Mas, por detrás da fachada estão
as gentes que a construíram, a habitaram, a desenvolveram e a perderam. O
conjunto monástico de Santa Maria de Almoster, testemunho da arquitectura
cisterciense no nosso País, precisa que sejam estudados os seus trabalhos e os
seus dias. Este nosso trabalho procura reconstituir os ritmos que, no primeiro
século após a sua fundação, marcaram o quotidiano dos homens e das mulheres que
dele estavam dependentes ou que o dominaram. Nascido e criado por elementos
ligados à estrutura nobiliárquica local, o seu suporte assenta na exploração
rural e na possibilidade de colocação de excedentes nos mercados urbanos.

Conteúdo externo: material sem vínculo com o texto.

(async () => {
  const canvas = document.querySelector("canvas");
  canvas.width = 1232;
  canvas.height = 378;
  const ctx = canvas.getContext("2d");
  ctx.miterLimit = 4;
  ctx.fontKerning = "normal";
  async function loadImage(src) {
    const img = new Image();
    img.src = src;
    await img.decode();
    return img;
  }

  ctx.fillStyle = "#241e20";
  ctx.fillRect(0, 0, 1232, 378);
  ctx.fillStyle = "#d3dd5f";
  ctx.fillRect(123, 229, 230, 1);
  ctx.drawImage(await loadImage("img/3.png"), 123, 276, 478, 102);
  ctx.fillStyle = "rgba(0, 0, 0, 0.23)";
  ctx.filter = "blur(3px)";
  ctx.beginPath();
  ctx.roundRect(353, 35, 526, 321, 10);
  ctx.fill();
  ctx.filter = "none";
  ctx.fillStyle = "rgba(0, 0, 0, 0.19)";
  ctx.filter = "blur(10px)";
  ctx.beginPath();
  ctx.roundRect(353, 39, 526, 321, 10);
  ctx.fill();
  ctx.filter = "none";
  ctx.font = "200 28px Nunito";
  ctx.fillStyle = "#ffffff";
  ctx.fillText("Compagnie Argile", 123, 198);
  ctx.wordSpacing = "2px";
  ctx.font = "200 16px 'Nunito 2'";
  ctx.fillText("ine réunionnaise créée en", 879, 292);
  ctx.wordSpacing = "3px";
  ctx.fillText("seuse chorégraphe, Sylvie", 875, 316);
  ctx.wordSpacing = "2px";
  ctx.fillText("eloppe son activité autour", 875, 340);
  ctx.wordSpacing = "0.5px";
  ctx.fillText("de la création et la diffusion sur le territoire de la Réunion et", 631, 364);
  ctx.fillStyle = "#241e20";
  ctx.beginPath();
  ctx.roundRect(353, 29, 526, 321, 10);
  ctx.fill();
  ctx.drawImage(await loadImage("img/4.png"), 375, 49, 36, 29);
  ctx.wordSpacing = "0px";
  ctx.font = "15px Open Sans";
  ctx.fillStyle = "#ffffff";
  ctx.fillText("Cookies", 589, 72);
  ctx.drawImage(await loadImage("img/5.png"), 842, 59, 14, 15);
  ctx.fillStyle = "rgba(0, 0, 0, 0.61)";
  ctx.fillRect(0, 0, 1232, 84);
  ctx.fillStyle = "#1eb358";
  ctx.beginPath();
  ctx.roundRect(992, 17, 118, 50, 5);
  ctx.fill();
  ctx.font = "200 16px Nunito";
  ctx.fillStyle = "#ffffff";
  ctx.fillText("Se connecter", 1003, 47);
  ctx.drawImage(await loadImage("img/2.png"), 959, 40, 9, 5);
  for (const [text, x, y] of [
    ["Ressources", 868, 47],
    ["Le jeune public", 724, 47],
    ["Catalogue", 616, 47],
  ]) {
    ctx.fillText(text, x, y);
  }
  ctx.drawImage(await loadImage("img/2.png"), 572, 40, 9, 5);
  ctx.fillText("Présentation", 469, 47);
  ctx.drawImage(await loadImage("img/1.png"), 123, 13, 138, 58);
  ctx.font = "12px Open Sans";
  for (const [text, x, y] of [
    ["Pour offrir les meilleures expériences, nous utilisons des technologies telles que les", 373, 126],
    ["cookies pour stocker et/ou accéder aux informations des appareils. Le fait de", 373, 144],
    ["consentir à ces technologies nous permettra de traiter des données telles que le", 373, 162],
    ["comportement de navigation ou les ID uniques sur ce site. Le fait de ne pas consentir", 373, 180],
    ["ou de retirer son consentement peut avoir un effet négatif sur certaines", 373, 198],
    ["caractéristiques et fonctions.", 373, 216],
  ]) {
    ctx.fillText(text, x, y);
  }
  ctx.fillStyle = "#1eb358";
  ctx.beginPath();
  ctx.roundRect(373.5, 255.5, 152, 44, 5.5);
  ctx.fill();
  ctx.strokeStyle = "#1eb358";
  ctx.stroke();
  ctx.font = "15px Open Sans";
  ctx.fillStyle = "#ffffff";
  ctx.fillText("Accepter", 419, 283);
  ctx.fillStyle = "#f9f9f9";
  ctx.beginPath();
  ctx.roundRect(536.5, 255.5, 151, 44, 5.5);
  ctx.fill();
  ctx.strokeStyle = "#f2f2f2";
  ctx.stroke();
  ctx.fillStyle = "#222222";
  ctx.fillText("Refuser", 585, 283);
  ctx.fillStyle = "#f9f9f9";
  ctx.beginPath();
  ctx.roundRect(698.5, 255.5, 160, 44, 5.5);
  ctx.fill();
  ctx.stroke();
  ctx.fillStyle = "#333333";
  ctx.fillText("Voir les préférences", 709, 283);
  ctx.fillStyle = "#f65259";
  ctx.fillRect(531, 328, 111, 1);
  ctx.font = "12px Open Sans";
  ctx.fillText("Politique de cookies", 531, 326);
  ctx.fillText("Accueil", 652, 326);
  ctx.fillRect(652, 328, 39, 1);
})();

Apesar de tardio na Ordem e obedecendo às novas regras de mercado e de
comportamento social que caracterizam o final dos tempos medievais, é a
importância do universo rural, sua componente fundamental, que determina e
condiciona, quase sempre, as estratégias de gestão e de crescimento daquela
casa feminina. Embora próximo de atractivos espaços urbanos, Almoster e o seu mosteiro
não fogem à realidade nacional, onde o peso do mundo rural representa o
principal sistema condicionador do desenvolvimento e das transformações que o
Portugal medieval vai conhecendo: um mundo de senhores e de camponeses, de
torres senhoriais e de aldeias.
Mas esta imagem, pretensamente
nítida, já nasceu desfocada, pois que nos propõe uma generalização que, embora
simpática, reduz a realidade do universo medieval aos ritmos das sementeiras e
colheitas, marcadas pelo trabalho do camponês e geridas pelo astro solar. O
Homem constitui o vector de abordagem fundamental da história rural,
especialmente aqueles que têm por principal tarefa a produção de bens agrícolas.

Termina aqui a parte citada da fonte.